- **Provided data**:
====
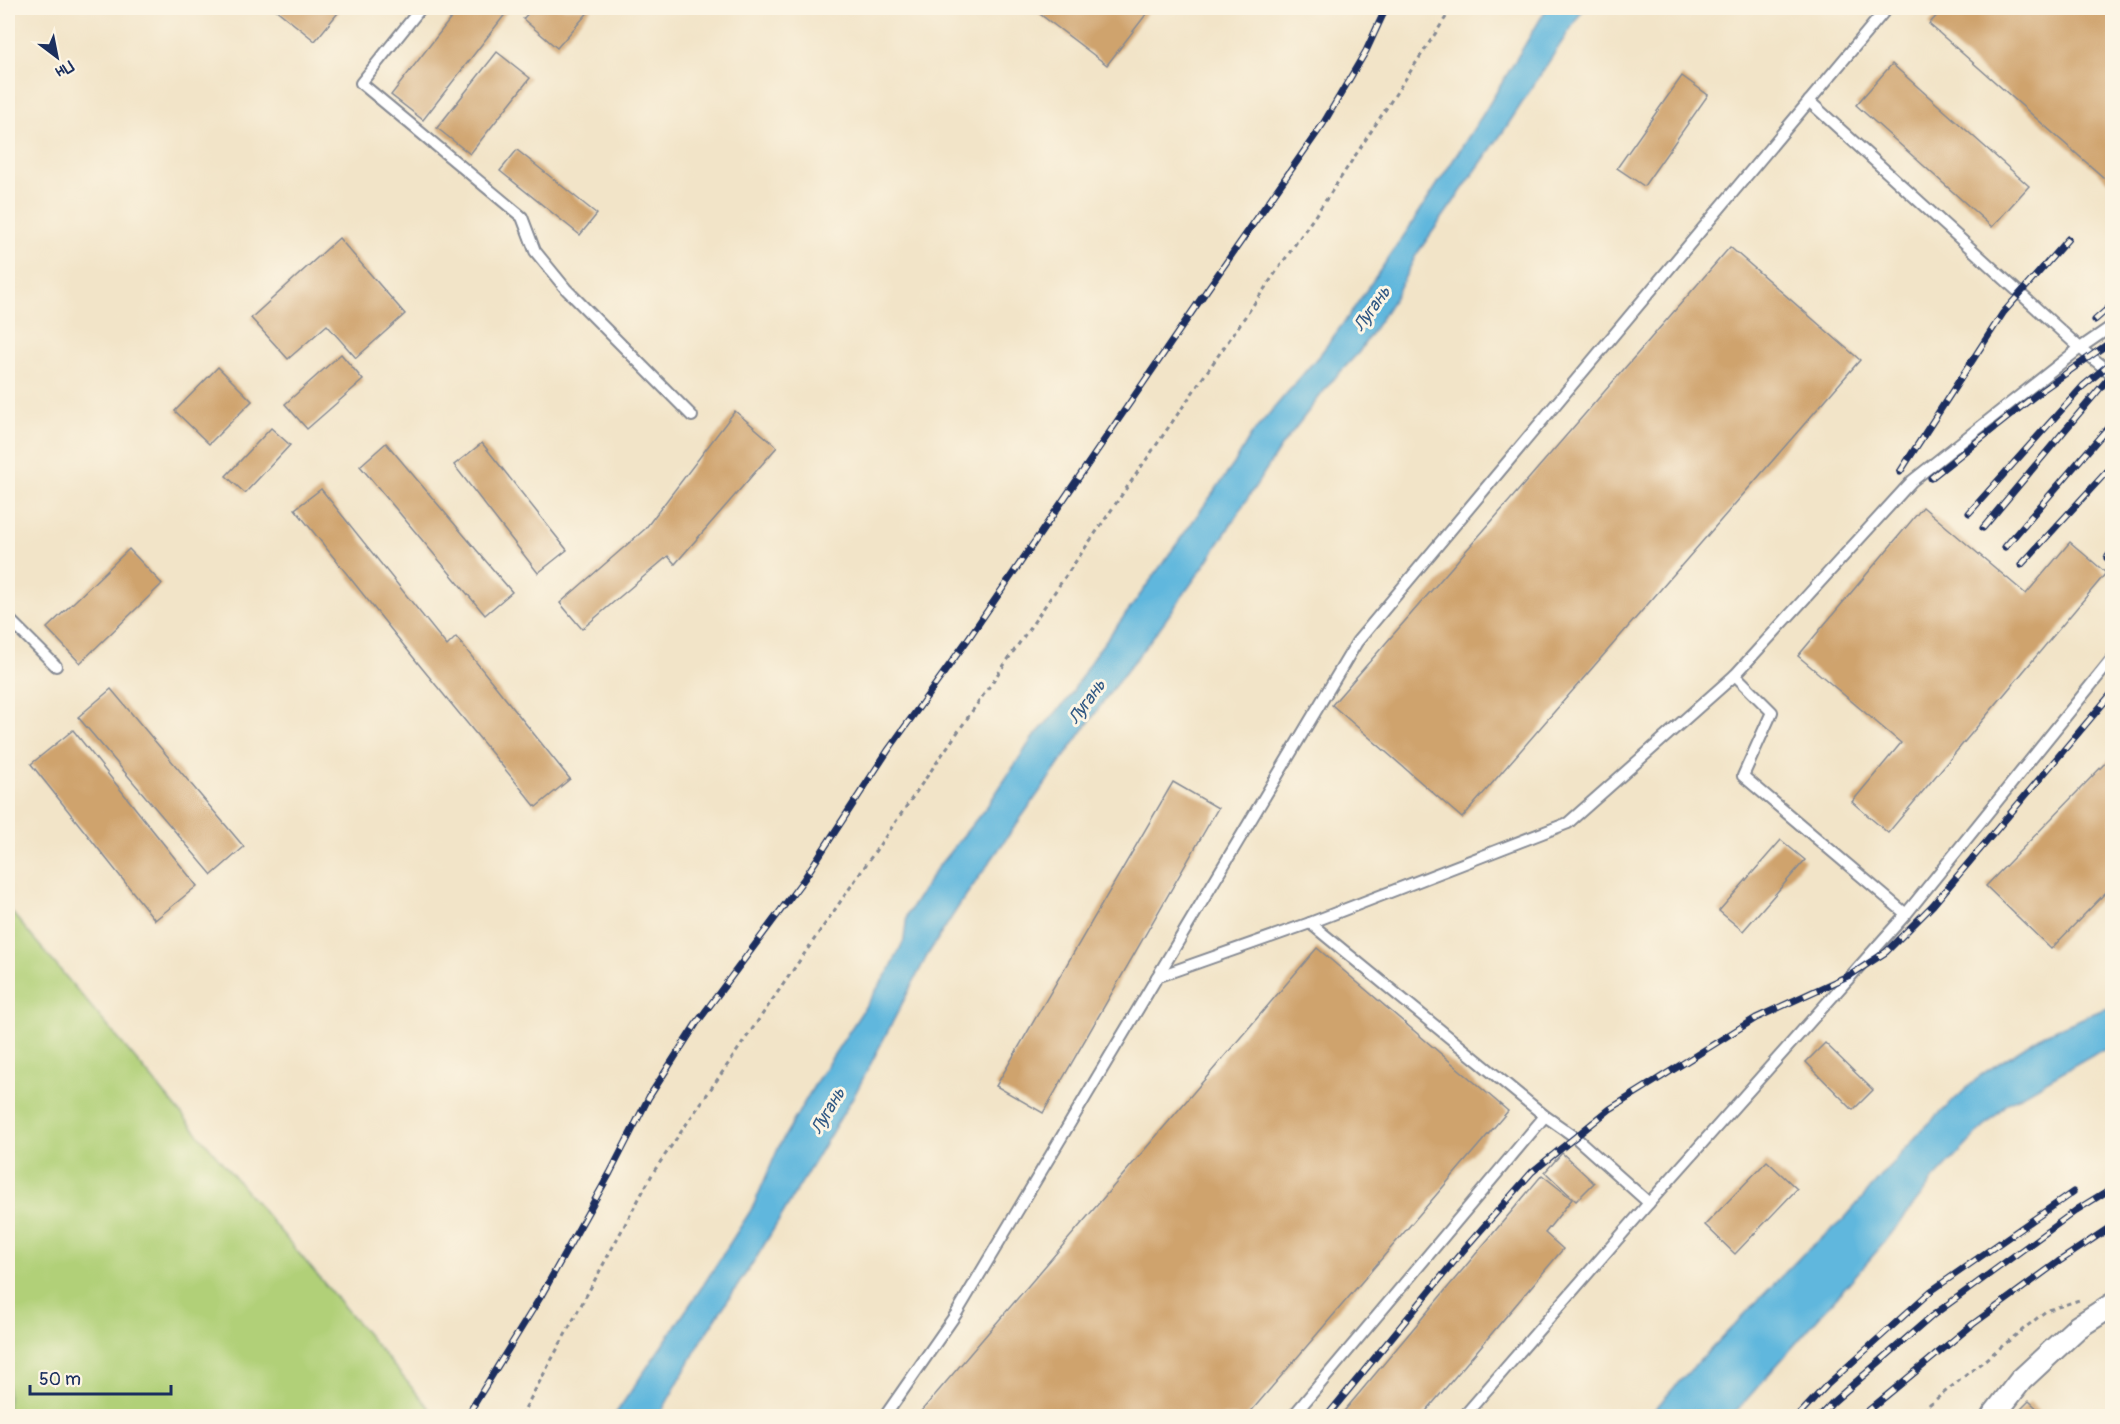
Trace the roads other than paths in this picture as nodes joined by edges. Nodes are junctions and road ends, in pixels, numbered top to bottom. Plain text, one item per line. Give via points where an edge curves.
1 (422, 8) edge
2 (1887, 8) edge
3 (1809, 101) junction
4 (2112, 326) edge
5 (2080, 348) junction
6 (2112, 374) edge
7 (692, 416) dead end
8 (8, 618) edge
9 (2112, 659) edge
10 (56, 666) dead end
11 (1735, 675) junction
12 (1906, 914) junction
13 (1310, 923) junction
14 (1157, 977) junction
15 (1545, 1116) junction
16 (1649, 1203) junction
17 (2112, 1305) edge
18 (885, 1416) edge
19 (1293, 1416) edge
20 (1464, 1416) edge
21 (1993, 1416) edge

1 - 7 lane via 361,83 522,217 535,251 566,289
2 - 3 lane
3 - 5 lane
3 - 14 lane via 1357,642
4 - 5 lane
5 - 6 lane
5 - 11 lane via 1912,481
8 - 10 lane
9 - 12 lane
11 - 12 lane via 1772,712 1743,776
11 - 13 lane via 1568,823
12 - 16 lane
13 - 14 lane
13 - 15 lane
14 - 18 lane via 956,1314
15 - 16 lane via 1575,1137
15 - 19 lane
16 - 20 lane
17 - 21 street via 2078,1327 2021,1380

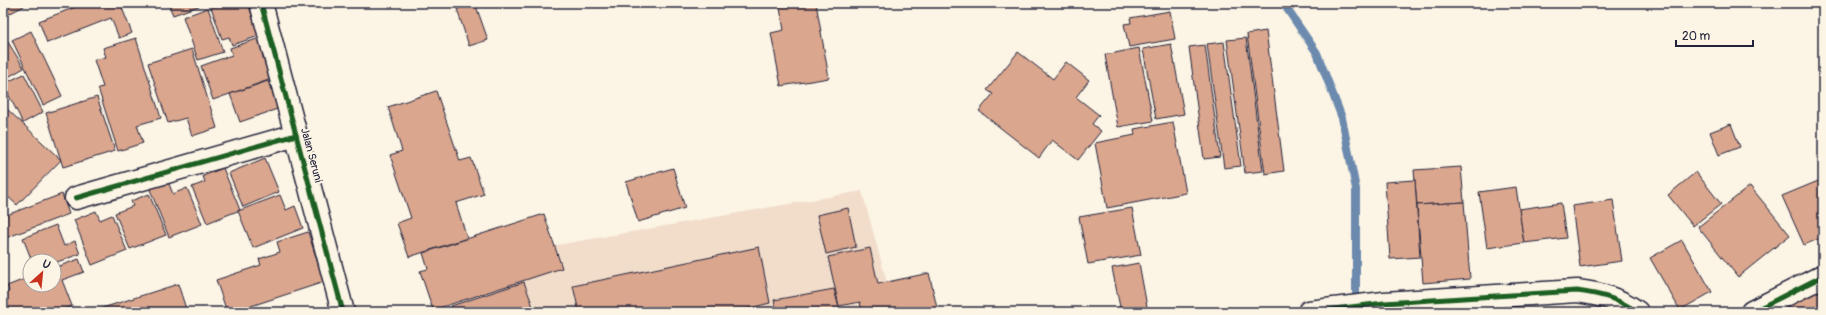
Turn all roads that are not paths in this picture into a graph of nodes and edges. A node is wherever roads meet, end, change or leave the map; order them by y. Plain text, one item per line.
1 (261, 3) edge
2 (296, 135) junction
3 (76, 198) dead end
4 (1823, 276) edge
5 (1517, 304) edge
6 (1761, 310) edge
7 (343, 312) edge
8 (1309, 312) edge
9 (1637, 312) edge

1 - 2 street, Jalan Seruni
2 - 3 street
2 - 7 street, Jalan Seruni
4 - 6 street
5 - 8 street
5 - 9 street

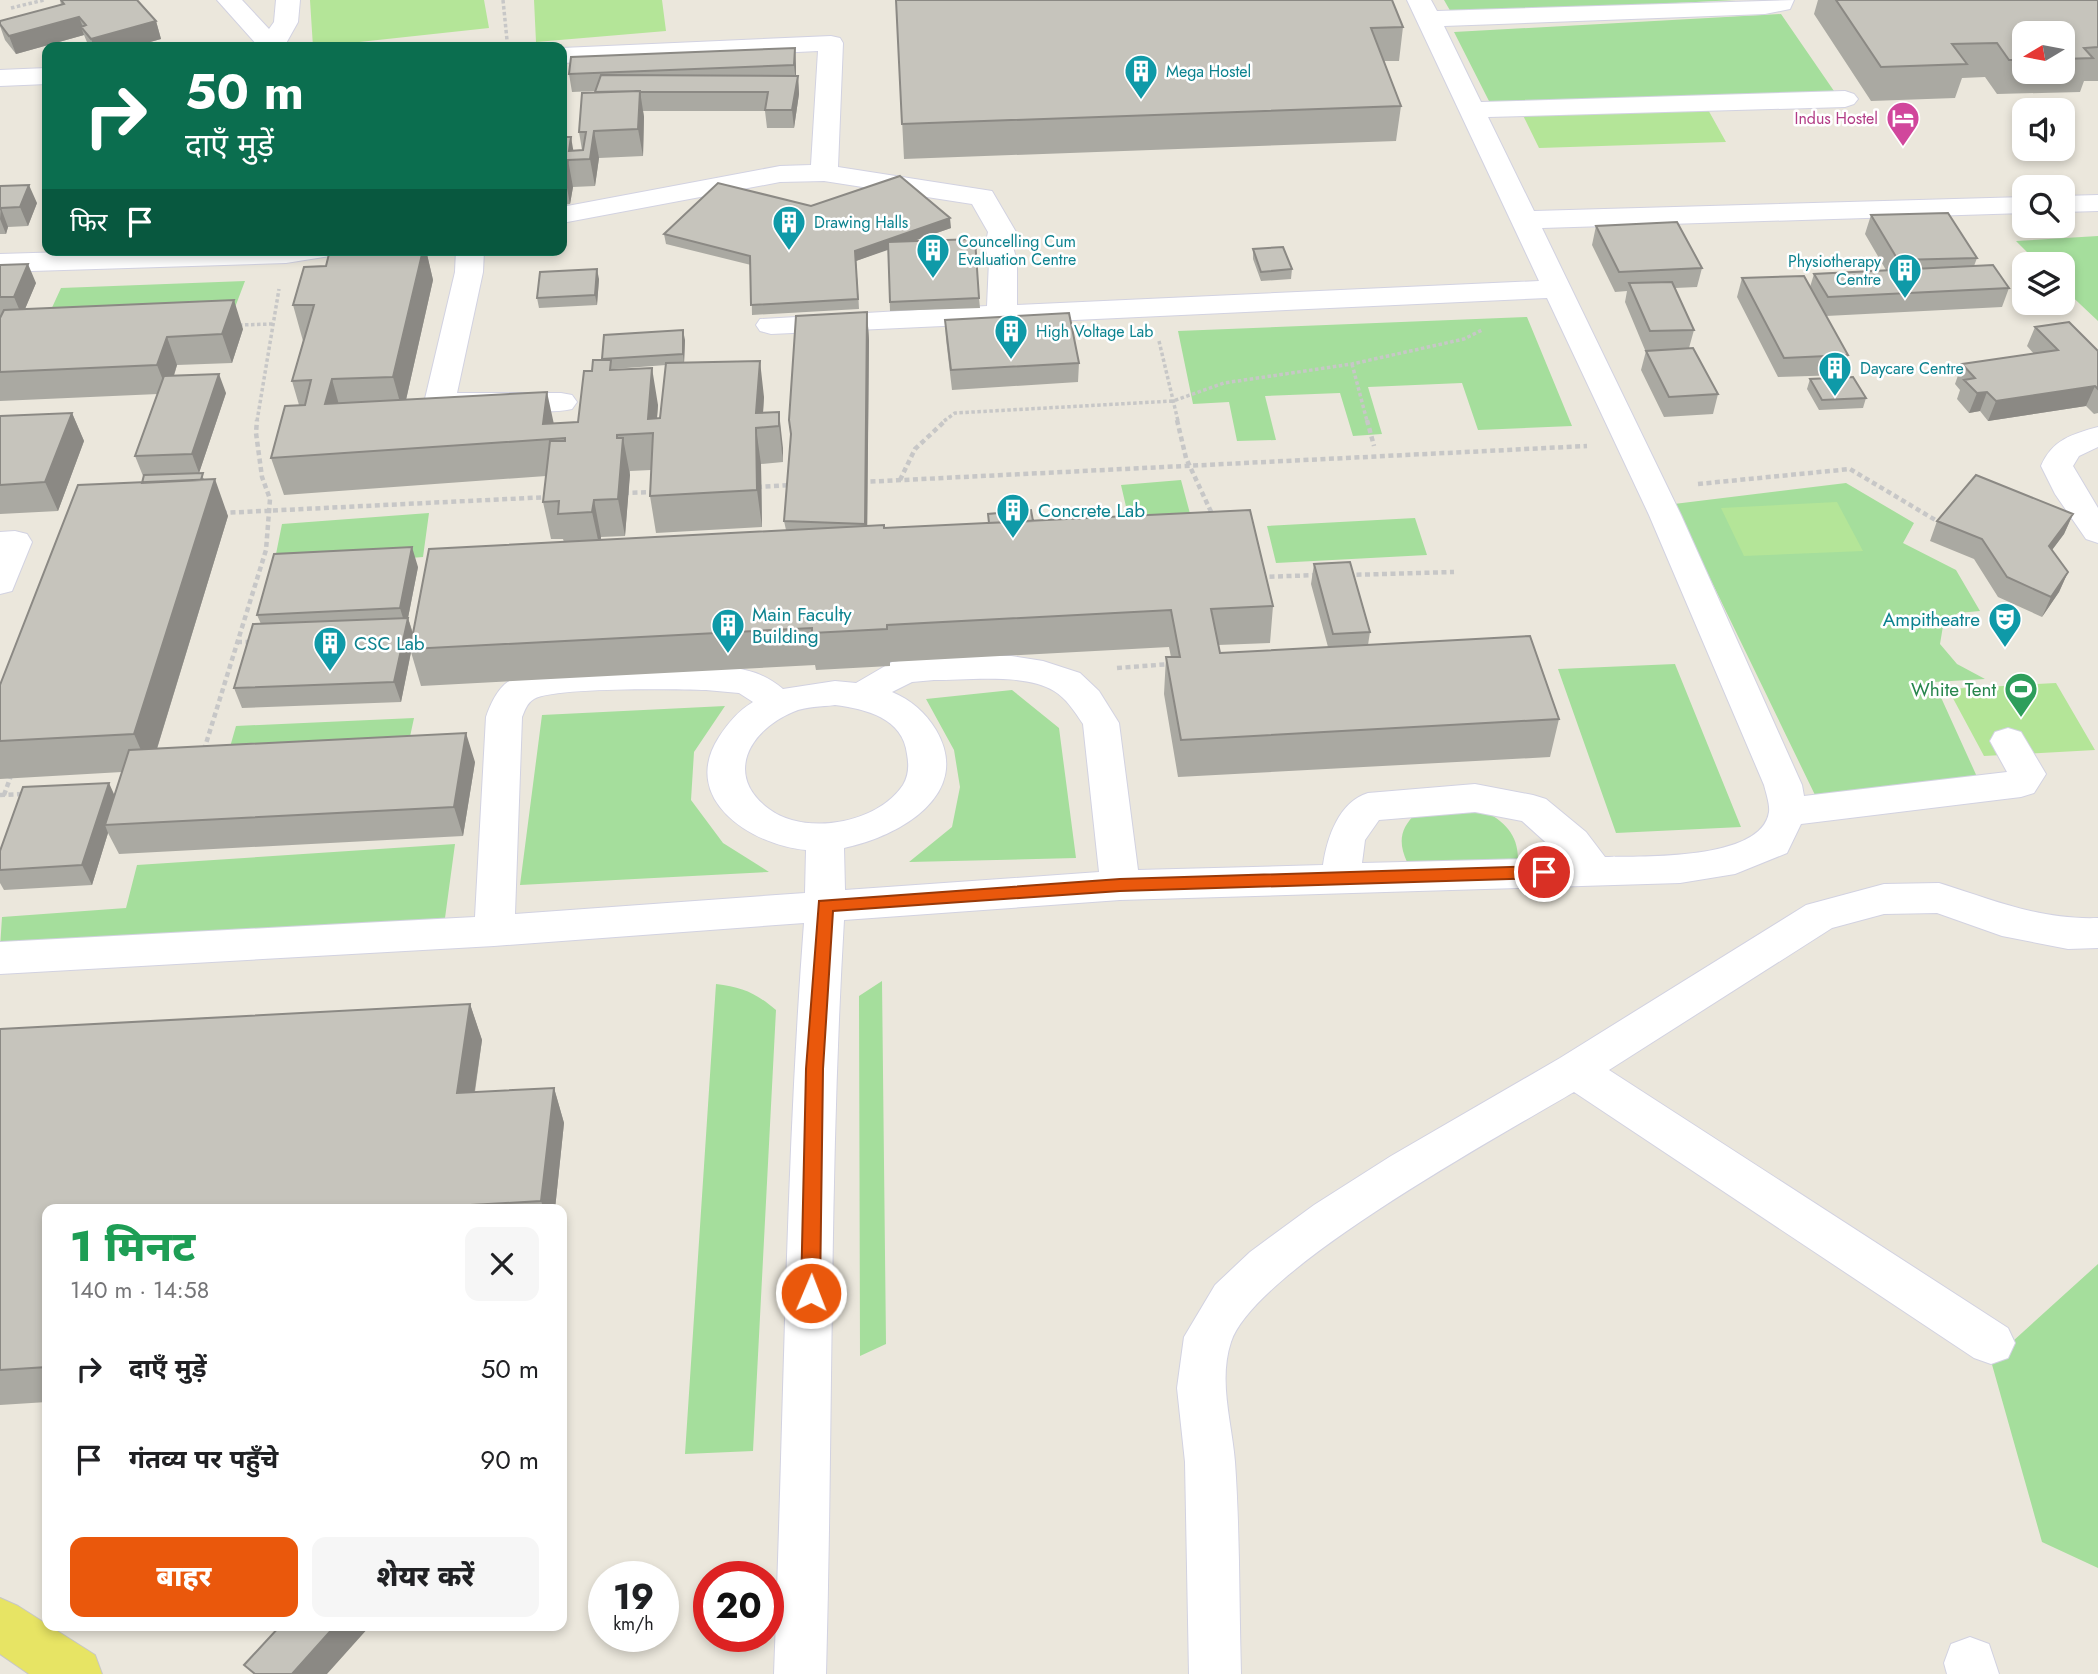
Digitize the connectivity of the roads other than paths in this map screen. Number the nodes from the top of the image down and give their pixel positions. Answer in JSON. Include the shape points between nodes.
====
- **Your task**: The material above must be printed exactly, with its pictures left out.

- **Task result**:
Trace the roads other than paths in this picture as nodes joined by edges. Nodes are junctions and road ends, in pixels, numbered top to bottom. Plain text, one item per line. Give via points where an edge curves.
1 (422, 8) edge
2 (1887, 8) edge
3 (1809, 101) junction
4 (2112, 326) edge
5 (2080, 348) junction
6 (2112, 374) edge
7 (692, 416) dead end
8 (8, 618) edge
9 (2112, 659) edge
10 (56, 666) dead end
11 (1735, 675) junction
12 (1906, 914) junction
13 (1310, 923) junction
14 (1157, 977) junction
15 (1545, 1116) junction
16 (1649, 1203) junction
17 (2112, 1305) edge
18 (885, 1416) edge
19 (1293, 1416) edge
20 (1464, 1416) edge
21 (1993, 1416) edge

1 - 7 lane via 361,83 522,217 535,251 566,289
2 - 3 lane
3 - 5 lane
3 - 14 lane via 1357,642
4 - 5 lane
5 - 6 lane
5 - 11 lane via 1912,481
8 - 10 lane
9 - 12 lane
11 - 12 lane via 1772,712 1743,776
11 - 13 lane via 1568,823
12 - 16 lane
13 - 14 lane
13 - 15 lane
14 - 18 lane via 956,1314
15 - 16 lane via 1575,1137
15 - 19 lane
16 - 20 lane
17 - 21 street via 2078,1327 2021,1380

Turn all roads that are not paths in this picture into a graph of nodes and edges. A node is wherever roads meet, end, change or leave the map; order them by y. Plain text, one item per line.
1 (261, 3) edge
2 (296, 135) junction
3 (76, 198) dead end
4 (1823, 276) edge
5 (1517, 304) edge
6 (1761, 310) edge
7 (343, 312) edge
8 (1309, 312) edge
9 (1637, 312) edge

1 - 2 street, Jalan Seruni
2 - 3 street
2 - 7 street, Jalan Seruni
4 - 6 street
5 - 8 street
5 - 9 street

Digitize the connectivity of the roads other than paths in this map screen. Number the nodes from the top of the image down and give their pixel positions. Answer in JSON. Include the shape points between nodes.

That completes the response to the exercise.